WHAT YOU WILL DO: Copy out the material in full. Leave every line as it is.

GIVEN RECORDS:
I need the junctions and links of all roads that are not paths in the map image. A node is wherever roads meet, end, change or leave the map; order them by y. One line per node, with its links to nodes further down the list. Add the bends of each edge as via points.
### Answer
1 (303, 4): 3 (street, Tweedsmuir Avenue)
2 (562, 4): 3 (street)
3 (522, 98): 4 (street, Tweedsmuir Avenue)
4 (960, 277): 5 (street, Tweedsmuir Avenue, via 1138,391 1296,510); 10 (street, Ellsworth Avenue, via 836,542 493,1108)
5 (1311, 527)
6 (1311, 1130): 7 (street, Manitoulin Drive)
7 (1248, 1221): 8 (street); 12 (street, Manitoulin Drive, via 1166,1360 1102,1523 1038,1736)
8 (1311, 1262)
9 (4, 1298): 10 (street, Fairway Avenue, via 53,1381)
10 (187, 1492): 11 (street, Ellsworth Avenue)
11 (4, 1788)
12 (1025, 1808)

EXPECTED OUTPUT:
I need the junctions and links of all roads that are not paths in the map image. A node is wherever roads meet, end, change or leave the map; order them by y. One line per node, with its links to nodes further down the list. Add the bends of each edge as via points.
### Answer
1 (303, 4): 3 (street, Tweedsmuir Avenue)
2 (562, 4): 3 (street)
3 (522, 98): 4 (street, Tweedsmuir Avenue)
4 (960, 277): 5 (street, Tweedsmuir Avenue, via 1138,391 1296,510); 10 (street, Ellsworth Avenue, via 836,542 493,1108)
5 (1311, 527)
6 (1311, 1130): 7 (street, Manitoulin Drive)
7 (1248, 1221): 8 (street); 12 (street, Manitoulin Drive, via 1166,1360 1102,1523 1038,1736)
8 (1311, 1262)
9 (4, 1298): 10 (street, Fairway Avenue, via 53,1381)
10 (187, 1492): 11 (street, Ellsworth Avenue)
11 (4, 1788)
12 (1025, 1808)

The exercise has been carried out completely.